Né le 28 juin 1712 à Genève, qu’il quitte précipitamment à l’âge de seize ans pour ne plus avoir à subir les sévices d’un contremaître violent, Jean-Jacques Rousseau connaît une existence agitée, au gré de longues pérégrinations souvent bucoliques et rêveuses ou marquées par des épisodes brutaux, ne serait-ce qu’à travers ses relations sociales.
Un jeune musicien sans le sou dans la capitale
Après avoir quitté sa Suisse natale, il gagne le duché de Savoie (Annecy, Chambéry) où il vit aux côtés de Françoise-Louise de Warens, sa tutrice devenue sa bien-aimée. Elle parvient à le convertir au catholicisme. Dans les années 1730, bien que resté très lié à Mme de Warens, il parcourt d’autres contrées, se rendant notamment à Turin, Lausanne ou Lyon. Il entend alors faire carrière comme musicien et, pour connaître le succès, gagne Paris.

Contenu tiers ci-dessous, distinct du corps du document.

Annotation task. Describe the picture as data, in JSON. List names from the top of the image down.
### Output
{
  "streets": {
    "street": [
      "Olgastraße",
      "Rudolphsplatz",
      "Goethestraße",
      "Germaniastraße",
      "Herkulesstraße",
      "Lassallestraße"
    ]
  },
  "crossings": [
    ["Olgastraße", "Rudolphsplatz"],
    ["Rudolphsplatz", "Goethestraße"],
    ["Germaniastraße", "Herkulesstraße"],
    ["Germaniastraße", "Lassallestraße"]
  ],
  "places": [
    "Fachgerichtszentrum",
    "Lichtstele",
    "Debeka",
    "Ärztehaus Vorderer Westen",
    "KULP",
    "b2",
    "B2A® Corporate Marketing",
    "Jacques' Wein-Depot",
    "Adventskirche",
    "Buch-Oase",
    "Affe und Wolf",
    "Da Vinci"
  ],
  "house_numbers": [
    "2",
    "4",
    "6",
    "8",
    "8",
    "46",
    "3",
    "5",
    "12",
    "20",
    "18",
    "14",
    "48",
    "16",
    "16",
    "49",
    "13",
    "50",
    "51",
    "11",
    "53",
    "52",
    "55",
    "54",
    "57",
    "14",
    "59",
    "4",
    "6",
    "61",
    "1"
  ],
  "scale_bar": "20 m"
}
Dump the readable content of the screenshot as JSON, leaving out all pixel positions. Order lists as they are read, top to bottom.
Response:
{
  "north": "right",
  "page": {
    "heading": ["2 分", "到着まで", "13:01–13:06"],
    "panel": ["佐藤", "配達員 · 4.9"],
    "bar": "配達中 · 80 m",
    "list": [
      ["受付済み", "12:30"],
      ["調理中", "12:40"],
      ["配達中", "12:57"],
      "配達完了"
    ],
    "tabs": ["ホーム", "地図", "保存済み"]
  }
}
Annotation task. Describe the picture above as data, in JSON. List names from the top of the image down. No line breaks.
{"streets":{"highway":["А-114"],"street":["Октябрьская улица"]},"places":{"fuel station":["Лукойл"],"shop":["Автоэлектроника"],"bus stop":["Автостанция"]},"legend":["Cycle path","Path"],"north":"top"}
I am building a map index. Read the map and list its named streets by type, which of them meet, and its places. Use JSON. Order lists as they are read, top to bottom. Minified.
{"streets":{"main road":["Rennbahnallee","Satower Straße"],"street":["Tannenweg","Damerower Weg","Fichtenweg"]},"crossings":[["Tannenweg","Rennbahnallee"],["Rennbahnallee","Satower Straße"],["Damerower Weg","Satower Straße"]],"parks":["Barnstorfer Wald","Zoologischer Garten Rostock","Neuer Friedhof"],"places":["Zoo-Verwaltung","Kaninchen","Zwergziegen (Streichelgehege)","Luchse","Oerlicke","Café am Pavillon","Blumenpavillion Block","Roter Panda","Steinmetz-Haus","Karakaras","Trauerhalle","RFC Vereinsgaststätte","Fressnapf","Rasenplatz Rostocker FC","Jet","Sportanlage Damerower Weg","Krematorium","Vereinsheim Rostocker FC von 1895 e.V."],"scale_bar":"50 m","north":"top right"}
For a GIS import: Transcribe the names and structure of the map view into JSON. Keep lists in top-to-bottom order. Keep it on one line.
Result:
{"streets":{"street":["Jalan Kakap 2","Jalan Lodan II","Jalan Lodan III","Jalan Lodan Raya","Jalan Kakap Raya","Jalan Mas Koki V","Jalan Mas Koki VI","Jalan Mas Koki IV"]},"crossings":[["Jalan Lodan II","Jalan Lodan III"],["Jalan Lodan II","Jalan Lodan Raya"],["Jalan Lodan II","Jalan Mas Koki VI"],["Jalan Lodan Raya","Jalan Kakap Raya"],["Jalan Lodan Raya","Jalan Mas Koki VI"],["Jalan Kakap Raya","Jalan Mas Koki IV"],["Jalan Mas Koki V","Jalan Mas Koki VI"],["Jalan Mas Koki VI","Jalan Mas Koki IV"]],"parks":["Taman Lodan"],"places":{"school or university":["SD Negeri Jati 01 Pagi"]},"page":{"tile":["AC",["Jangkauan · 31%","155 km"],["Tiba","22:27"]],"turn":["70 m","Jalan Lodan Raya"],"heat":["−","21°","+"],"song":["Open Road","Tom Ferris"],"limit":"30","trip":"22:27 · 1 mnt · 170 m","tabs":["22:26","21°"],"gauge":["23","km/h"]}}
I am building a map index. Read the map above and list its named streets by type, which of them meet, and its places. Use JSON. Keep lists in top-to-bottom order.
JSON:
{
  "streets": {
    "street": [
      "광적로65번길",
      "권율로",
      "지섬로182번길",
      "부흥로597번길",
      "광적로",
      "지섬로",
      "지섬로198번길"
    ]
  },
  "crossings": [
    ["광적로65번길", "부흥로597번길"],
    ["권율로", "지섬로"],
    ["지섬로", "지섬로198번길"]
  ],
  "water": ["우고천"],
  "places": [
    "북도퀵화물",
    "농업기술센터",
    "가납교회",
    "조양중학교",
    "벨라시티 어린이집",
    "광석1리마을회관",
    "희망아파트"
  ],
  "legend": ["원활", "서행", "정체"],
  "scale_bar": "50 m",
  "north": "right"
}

Sa première venue (quinze jours tout à pied depuis la région lyonnaise !) est assez rapide, de juin à août 1731. Les Confessions, qu’il écrira entre 1765 et 1770, renferment des détails de ses séjours parisiens et témoignent de sa découverte de la misère de certains faubourgs et quartiers : « Combien l’abord de Paris démentit l’idée que j’en avais ! […] En entrant par le faubourg Saint-Marceau, je ne vis que de petites rues sales et puantes, de vilaines maisons noires, l’air de la malpropreté, de la pauvreté, des mendiants, des charretiers, des ravaudeuses, des crieuses de tisane et de vieux chapeaux. Tout cela me frappa d’abord à tel point, que tout ce que j’ai vu depuis à Paris de magnificence réelle n’a pu détruire cette première impression, et qu’il m’en est resté toujours un secret dégoût pour l’habitation de cette capitale. »(1) Et Rousseau d’ajouter : « On m’avait tant vanté Paris, que je me l’étais figuré comme l’ancienne Babylone. »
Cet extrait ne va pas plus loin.